Task input Start Marker

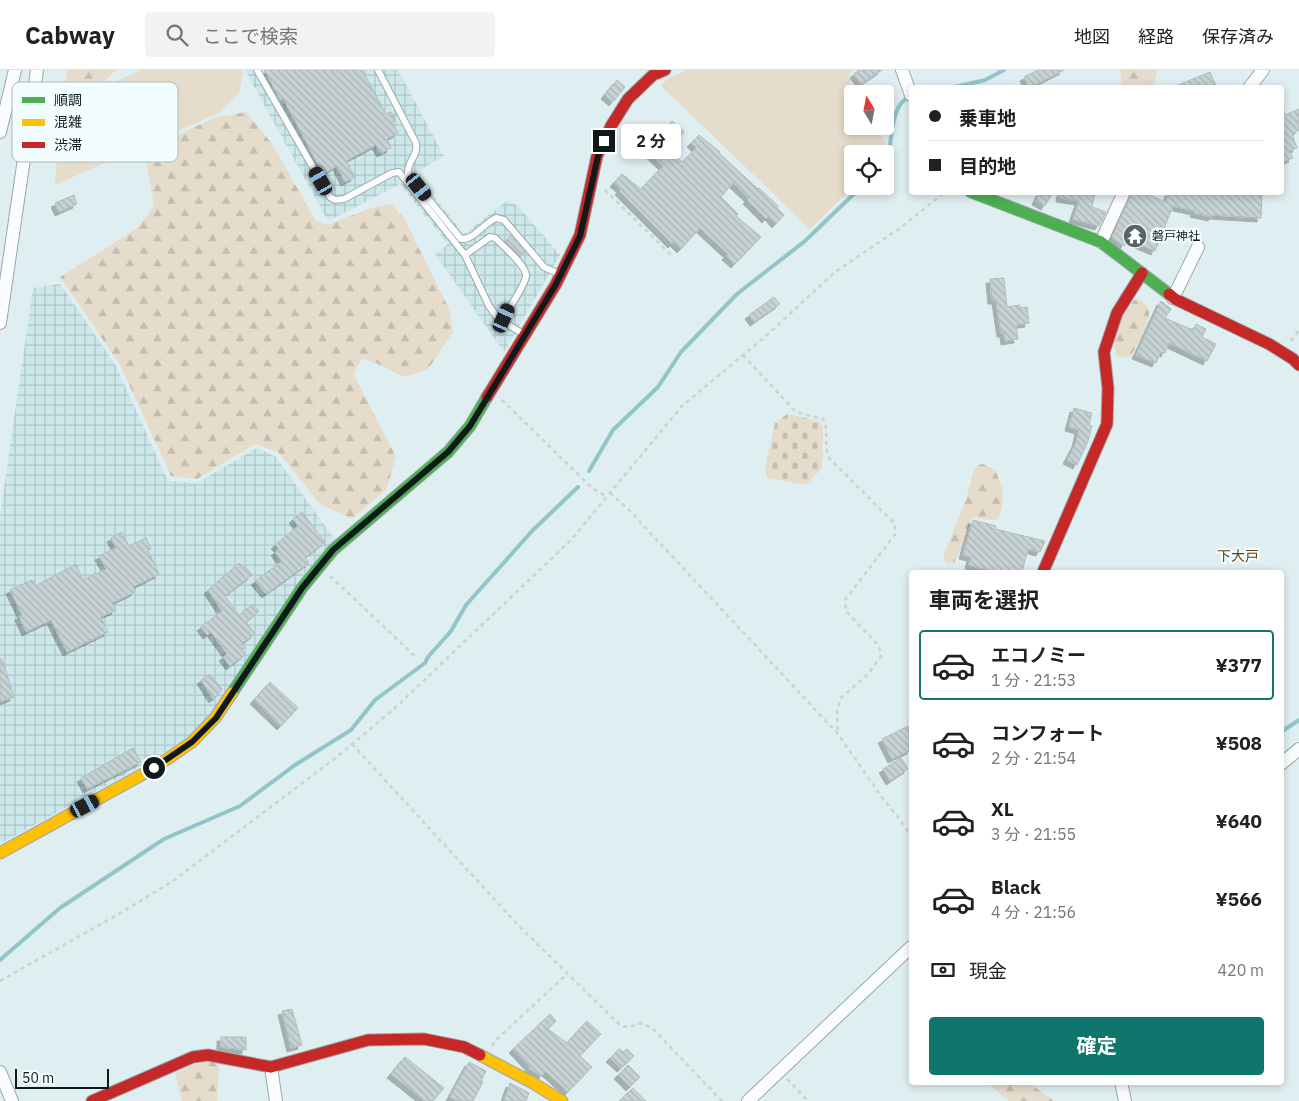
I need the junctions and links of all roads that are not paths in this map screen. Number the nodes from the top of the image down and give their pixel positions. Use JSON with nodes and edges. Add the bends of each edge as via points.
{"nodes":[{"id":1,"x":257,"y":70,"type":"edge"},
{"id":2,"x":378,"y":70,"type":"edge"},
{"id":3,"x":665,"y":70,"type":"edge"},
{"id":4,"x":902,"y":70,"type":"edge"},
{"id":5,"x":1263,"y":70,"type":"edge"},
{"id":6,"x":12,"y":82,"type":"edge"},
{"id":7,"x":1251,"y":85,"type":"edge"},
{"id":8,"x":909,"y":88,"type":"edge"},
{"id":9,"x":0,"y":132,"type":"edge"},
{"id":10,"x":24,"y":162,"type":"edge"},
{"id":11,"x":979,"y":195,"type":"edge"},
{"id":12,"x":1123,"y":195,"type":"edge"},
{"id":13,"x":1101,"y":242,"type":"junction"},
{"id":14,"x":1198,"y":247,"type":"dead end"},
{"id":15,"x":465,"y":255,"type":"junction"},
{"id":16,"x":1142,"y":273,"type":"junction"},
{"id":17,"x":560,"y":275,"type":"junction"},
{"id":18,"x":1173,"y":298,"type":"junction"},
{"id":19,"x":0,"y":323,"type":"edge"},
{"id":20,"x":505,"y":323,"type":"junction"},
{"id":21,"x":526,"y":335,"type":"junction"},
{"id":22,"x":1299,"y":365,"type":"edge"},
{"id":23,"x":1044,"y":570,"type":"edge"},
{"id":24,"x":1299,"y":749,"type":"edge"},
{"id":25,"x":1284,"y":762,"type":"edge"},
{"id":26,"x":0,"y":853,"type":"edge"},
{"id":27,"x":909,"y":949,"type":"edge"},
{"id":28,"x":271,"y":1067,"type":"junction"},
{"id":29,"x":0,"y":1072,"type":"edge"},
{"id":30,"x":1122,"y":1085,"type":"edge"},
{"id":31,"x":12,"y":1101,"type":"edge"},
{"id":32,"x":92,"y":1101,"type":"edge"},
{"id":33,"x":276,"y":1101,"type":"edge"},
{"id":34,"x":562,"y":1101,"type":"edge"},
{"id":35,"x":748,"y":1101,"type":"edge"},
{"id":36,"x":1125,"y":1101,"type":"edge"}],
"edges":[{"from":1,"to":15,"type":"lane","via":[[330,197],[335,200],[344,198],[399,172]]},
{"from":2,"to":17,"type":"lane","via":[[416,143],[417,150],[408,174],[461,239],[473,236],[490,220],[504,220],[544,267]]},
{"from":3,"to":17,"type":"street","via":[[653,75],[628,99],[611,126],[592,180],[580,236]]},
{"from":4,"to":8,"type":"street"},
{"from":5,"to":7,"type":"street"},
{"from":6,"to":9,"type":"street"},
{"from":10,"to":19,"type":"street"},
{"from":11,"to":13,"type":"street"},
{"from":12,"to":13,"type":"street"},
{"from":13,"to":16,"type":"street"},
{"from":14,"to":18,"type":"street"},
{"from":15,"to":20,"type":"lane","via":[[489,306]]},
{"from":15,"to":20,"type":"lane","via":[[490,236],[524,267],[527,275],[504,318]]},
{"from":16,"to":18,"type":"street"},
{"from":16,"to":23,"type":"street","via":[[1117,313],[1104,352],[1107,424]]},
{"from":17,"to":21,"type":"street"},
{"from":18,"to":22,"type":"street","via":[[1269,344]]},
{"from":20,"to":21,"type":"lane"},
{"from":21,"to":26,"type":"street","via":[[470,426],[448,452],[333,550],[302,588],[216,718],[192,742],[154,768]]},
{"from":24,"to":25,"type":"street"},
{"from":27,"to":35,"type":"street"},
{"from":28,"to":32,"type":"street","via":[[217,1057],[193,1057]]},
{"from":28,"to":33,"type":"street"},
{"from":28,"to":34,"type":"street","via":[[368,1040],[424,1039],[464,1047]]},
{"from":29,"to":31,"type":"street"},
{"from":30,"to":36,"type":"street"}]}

Task input End Marker

_What you will do_
When a line of the records has the word "edges", pick it out and copy it.

_Task output_
I need the junctions and links of all roads that are not paths in this map screen. Number the nodes from the top of the image down and give their pixel positions. Use JSON with nodes and edges. Add the bends of each edge as via points.
"edges":[{"from":1,"to":15,"type":"lane","via":[[330,197],[335,200],[344,198],[399,172]]},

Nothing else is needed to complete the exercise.